I meet a street vendor in the heart of Harlem and ask him how business is. He sells hats, scarves, and gloves. He says that survival depends on having enough food, water, and adequate housing, and also expresses his belief that with those essentials met, it is up to a person to maintain hope. I think of Franklin Roosevelt’s Four Freedoms: speech, worship, freedom from want, and freedom from fear from his 1941 State of the Union address.

What shocks me in my trips into New York City is how the de facto line that remains the ghetto begins above Columbia University near 110th Street and continues to Washington Heights. Sometimes I am the only white face riding in a subway car in the area, or only one of a few. Those from the decade of the 1960s will recall the fight of local residents and radicals against the building of a Columbia University gym in the Morningside Heights section of the city that borders Harlem.

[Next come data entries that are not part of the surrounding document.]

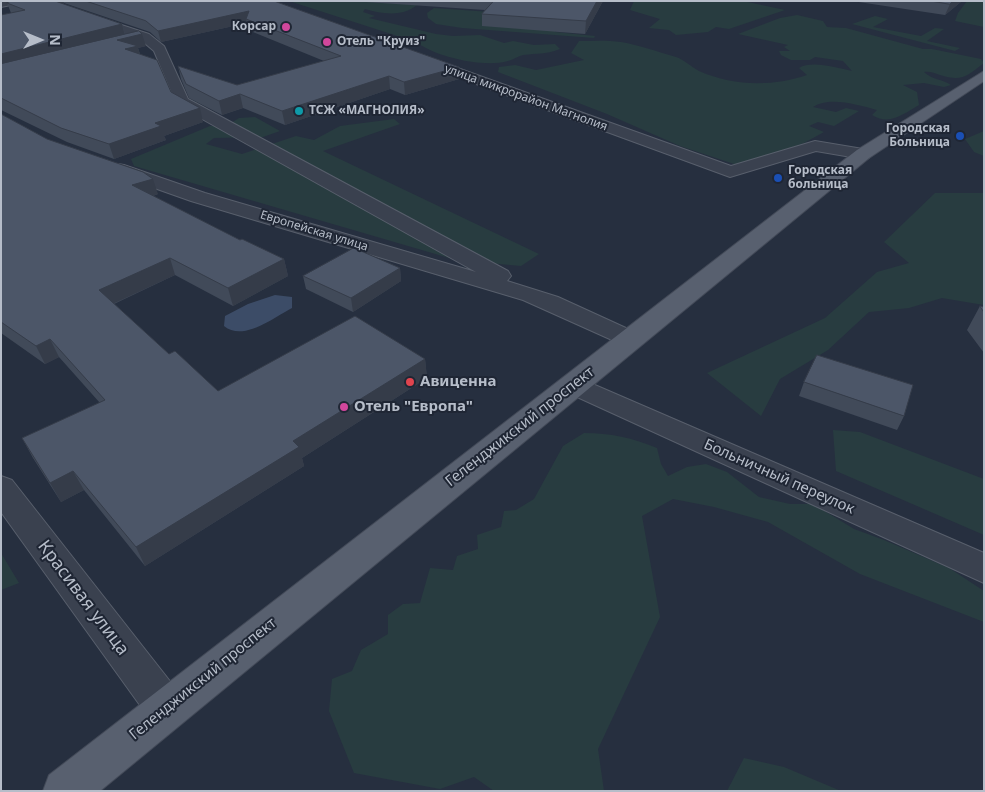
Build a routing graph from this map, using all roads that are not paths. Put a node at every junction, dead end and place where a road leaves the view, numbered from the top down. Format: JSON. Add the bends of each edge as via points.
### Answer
{"nodes":[{"id":1,"x":17,"y":1,"type":"edge"},
{"id":2,"x":1,"y":4,"type":"edge"},
{"id":3,"x":71,"y":11,"type":"edge"},
{"id":4,"x":145,"y":37,"type":"junction"},
{"id":5,"x":126,"y":42,"type":"edge"},
{"id":6,"x":414,"y":56,"type":"edge"},
{"id":7,"x":984,"y":75,"type":"edge"},
{"id":8,"x":862,"y":154,"type":"junction"},
{"id":9,"x":97,"y":161,"type":"edge"},
{"id":10,"x":531,"y":295,"type":"junction"},
{"id":11,"x":630,"y":339,"type":"junction"},
{"id":12,"x":574,"y":384,"type":"junction"},
{"id":13,"x":1,"y":488,"type":"edge"},
{"id":14,"x":984,"y":569,"type":"edge"},
{"id":15,"x":166,"y":708,"type":"junction"},
{"id":16,"x":65,"y":791,"type":"edge"}],
"edges":[{"from":1,"to":2,"type":"street"},
{"from":3,"to":4,"type":"street"},
{"from":4,"to":5,"type":"street"},
{"from":4,"to":10,"type":"street","via":[[160,49],[182,102],[474,260]]},
{"from":6,"to":8,"type":"street","name":"улица микрорайон Магнолия","via":[[730,172],[814,146]]},
{"from":7,"to":8,"type":"main road","name":"Геленджикский проспект"},
{"from":8,"to":11,"type":"main road","name":"Геленджикский проспект"},
{"from":9,"to":10,"type":"street","name":"Европейская улица","via":[[198,197]]},
{"from":10,"to":11,"type":"street","name":"Европейская улица"},
{"from":11,"to":12,"type":"main road","name":"Геленджикский проспект"},
{"from":12,"to":14,"type":"street","name":"Больничный переулок"},
{"from":12,"to":15,"type":"main road","name":"Геленджикский проспект"},
{"from":13,"to":15,"type":"street","name":"Красивая улица"},
{"from":15,"to":16,"type":"main road","name":"Геленджикский проспект"}]}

Of the four freedoms, freedom from want and fear seem to be most important on the streets of Harlem. The police presence is most obvious here after years of the failed Bloomberg administration policy of stop and frisk, another factor in the street to prison pipeline that devastated the Black community for years. The repression of people of color by police and the society is well documented.

Kalief Browder spent three years at the notorious New York City prison on Rikers Island after being accused, but never convicted of the charge that he stole a backpack. Kalief, at the time of his arrest, was a 16-year-old high-school sophomore and maintained his innocence and spent nearly 800 days in solitary confinement and was beaten by prison guards. Kalief, from the neighboring borough of the Bronx, committed suicide at 22 years old, in perhaps one of the most heinous examples of the gross injustice visited against Black people in New York. On Staten Island, Eric Garner is yet another Black person murdered by police brutality in New York City. With official violence targeted against Black people in the US, this shocking story of two brothers in New York City demands attention: “They Shared a Bunk Bed  Growing Up. Both Were Killed by the Police,” New York Times, January 24, 2020.

On the streets again, it is apparent that some residents of Harlem are suffering from debilitating physical conditions which makes a companion of mine observe that some people in the community using canes and walkers appear much older than both my companion and me, although we are probably older than most of the people we see. This does not mean that this observation defines the people of Harlem since most people appear healthy and confident.

Martin Luther King, Jr. highlighted the evils of racism, poverty, consumerism, and militarism in his famous “Beyond Vietnam” speech in New York City in April 1967, delivered one year before his assassination. With environmental destruction and devastation added into this lethal mix, American Exceptionalism is exposed at street level.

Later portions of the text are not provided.